James Michael Sprayberry (born April 24, 1947) is a former United States Army officer and a recipient of the United States military's highest decoration, the Medal of Honor, for his actions in the Vietnam War.

==Early life and military career==
Born in LaGrange, Georgia, on April 24, 1947, Sprayberry grew up in Sylacauga, Alabama. He joined the Army from Montgomery in 1967, and by April 25, 1968 was serving as a first lieutenant in Company D, 5th Battalion, 7th Cavalry Regiment, 1st Cavalry Division (Airmobile). On that day, in the Republic of Vietnam, he led a patrol which rescued men who had been wounded and cut off from the rest of the company. In the course of the rescue mission, Sprayberry personally destroyed several enemy bunkers and machine gun emplacements. He was subsequently promoted to captain and awarded the Medal of Honor for his actions.
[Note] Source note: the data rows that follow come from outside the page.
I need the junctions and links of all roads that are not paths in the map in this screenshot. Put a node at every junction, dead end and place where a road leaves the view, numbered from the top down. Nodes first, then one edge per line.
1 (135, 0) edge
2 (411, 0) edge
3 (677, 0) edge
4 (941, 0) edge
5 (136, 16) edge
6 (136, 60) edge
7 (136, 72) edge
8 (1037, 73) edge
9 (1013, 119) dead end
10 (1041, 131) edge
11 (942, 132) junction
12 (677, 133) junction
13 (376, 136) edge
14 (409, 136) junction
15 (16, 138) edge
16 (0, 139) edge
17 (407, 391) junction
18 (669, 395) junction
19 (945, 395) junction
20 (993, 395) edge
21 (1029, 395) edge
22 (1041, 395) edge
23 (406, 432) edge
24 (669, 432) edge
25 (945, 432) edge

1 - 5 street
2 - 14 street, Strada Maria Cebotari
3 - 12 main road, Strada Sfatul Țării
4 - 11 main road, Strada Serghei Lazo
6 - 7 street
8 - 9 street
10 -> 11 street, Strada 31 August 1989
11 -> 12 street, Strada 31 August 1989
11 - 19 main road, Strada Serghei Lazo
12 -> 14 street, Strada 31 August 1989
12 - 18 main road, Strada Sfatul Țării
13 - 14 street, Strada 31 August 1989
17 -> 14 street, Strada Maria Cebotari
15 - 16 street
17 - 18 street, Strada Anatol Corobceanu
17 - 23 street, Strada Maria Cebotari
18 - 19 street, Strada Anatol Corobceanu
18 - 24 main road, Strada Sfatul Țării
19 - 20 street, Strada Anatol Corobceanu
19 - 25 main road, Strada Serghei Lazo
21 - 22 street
Sprayberry reached the rank of lieutenant colonel before retiring from the army in 1988.

==Personal life==
As of 2000, Sprayberry lives in Titus, Elmore County, Alabama.

==Medal of Honor citation==
Sprayberry's official Medal of Honor citation reads:

For conspicuous gallantry and intrepidity in action at the risk of his life above and beyond the call of duty. Capt. Sprayberry, Armor, U.S. Army, distinguished himself by exceptional bravery while serving as executive officer of Company D. His company commander and a great number of the men were wounded and separated from the main body of the company. A daylight attempt to rescue them was driven back by the well entrenched enemy's heavy fire. Capt. Sprayberry then organized and led a volunteer night patrol to eliminate the intervening enemy bunkers and to relieve the surrounded element. The patrol soon began receiving enemy machinegun fire. Capt. Sprayberry quickly moved the men to protective cover and without regard for his own safety, crawled within close range of the bunker from which the fire was coming. He silenced the machinegun with a hand grenade. Identifying several l-man enemy positions nearby, Capt. Sprayberry immediately attacked them with the rest of his grenades. He crawled back for more grenades and when 2 grenades were thrown at his men from a position to the front, Capt. Sprayberry, without hesitation, again exposed himself and charged the enemy-held bunker killing its occupants with a grenade. Placing 2 men to cover his advance, he crawled forward and neutralized 3 more bunkers with grenades. Immediately thereafter, Capt. Sprayberry was surprised by an enemy soldier who charged from a concealed position. He killed the soldier with his pistol and with continuing disregard for the danger neutralized another enemy emplacement. Capt. Sprayberry then established radio contact with the isolated men, directing them toward his position. When the 2 elements made contact he organized his men into litter parties to evacuate the wounded. As the evacuation was nearing completion, he observed an enemy machinegun position which he silenced with a grenade. Capt. Sprayberry returned to the rescue party, established security, and moved to friendly lines with the wounded. This rescue operation, which lasted approximately 7½ hours, saved the lives of many of his fellow soldiers. Capt. Sprayberry personally killed 12 enemy soldiers, eliminated 2 machineguns, and destroyed numerous enemy bunkers. Capt. Sprayberry's indomitable spirit and gallant action at great personal risk to his life are in keeping with the highest traditions of the military service and reflect great credit upon himself, his unit, and the U.S. Army.